Even more noteworthy is another line: the SEC plans to promote greater retail investor participation in private markets while retaining necessary protective clauses. If this truly comes to fruition, it would mean that the door to the primary market, which has long been open only to institutions and high-net-worth individuals, would crack open for ordinary investors.
When these two lines are viewed together with the cryptocurrency safe harbor, the logic connects: the SEC is simultaneously opening two pathways of "private market access for retail investors" and "legal fundraising for cryptocurrency projects in the U.S." In the past, ordinary investors wanted to touch cryptocurrency projects in the primary market, but there were two walls in between—one was the entry barriers of the private market itself, and the other was the uncertainty of cryptocurrency assets being classified as securities. This agenda effectively loosens both of these walls.

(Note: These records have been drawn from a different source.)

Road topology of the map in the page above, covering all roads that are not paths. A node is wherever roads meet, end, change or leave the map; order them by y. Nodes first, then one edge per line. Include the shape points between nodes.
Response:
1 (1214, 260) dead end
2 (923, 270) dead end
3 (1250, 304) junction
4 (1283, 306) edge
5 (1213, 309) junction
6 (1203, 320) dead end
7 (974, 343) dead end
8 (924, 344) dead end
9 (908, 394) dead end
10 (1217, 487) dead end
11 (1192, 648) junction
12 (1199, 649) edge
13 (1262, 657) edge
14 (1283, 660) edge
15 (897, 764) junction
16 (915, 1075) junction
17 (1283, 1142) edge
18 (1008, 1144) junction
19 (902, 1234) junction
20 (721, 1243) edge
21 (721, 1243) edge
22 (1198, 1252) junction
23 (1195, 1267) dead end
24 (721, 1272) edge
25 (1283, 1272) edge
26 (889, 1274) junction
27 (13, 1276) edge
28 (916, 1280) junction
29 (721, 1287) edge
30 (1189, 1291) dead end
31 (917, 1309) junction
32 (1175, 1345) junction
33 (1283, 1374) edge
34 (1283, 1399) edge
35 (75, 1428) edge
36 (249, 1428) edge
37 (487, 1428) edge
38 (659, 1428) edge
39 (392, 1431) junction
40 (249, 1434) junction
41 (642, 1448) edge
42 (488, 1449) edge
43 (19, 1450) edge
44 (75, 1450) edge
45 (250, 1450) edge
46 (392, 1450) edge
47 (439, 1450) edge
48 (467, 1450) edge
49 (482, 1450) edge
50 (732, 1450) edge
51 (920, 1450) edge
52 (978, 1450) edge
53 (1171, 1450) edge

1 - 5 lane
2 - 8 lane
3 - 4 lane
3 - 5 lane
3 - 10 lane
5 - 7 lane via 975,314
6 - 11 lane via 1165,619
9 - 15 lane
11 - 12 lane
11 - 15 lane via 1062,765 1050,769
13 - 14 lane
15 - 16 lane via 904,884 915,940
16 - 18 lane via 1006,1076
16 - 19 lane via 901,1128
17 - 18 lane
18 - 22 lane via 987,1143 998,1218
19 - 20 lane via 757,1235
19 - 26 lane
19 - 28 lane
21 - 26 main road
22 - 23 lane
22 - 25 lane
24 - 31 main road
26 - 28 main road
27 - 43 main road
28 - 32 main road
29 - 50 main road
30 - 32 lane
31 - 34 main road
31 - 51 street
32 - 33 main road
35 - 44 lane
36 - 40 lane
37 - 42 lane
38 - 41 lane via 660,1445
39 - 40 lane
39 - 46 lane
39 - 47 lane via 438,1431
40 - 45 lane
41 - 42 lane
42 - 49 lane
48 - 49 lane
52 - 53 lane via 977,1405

The "America Repatriation" Narrative
Setting aside the details of the terms, what should be remembered about this agenda is that it is sending a directional signal to the entire industry: The compliance arbitrage logic of "offshore hedging" from the past eight years is being pulled back in the opposite direction.
In recent years, the conventional operation of primary market financing is—entities are established in the Cayman Islands, token sales are conducted in Singapore or Dubai, and U.S. investors cautiously maneuver around, fearing any association with security classifications. This operation model has supported a whole generation of offshore law firms and compliance intermediaries, essentially using geographical distance to hedge regulatory risks.
Once there is a clear safe harbor domestically in the U.S., coupled with supporting rules for custody and trading structures being simultaneously implemented, this offshore dividend will be swiftly diluted. Teams will have no reason to continue paying extra compliance costs and trust discounts for "offshore identities," especially when what is being offered by the U.S. is a guaranteed window, not reliant on personal connections and luck.
Pushing this logic further, it actually involves the pool of funds that have been kept out by the uncertainty of security classifications over the past few years—traditional VCs and family offices, who have always been hesitant to touch any tokens that might be retroactively classified as securities. Once the safe harbor is implemented, the biggest obstacle to these funds entering the market will be dismantled; if retail private access is also relaxed, the subjects connected by this channel will expand from a few institutions to a broader group. The funding structure in the primary market may be reshuffled due to this document.
Of course, this is still only a proposal and has not yet entered the formal public comment phase; it will take at least one more round of public opinion period before final implementation. The direction is very clear, but how exactly it will be articulated remains uncertain.
What truly determines the weight of this matter is not what Atkins said this month, but the coming weeks—whether the Clarity Act can successfully navigate the Senate and whether the safe harbor rule can be formally finalized before Peirce leaves. Which of these two countdowns finishes first will largely determine whether this round of the "America repatriation" narrative will be implemented or once again become a mere window of opportunity.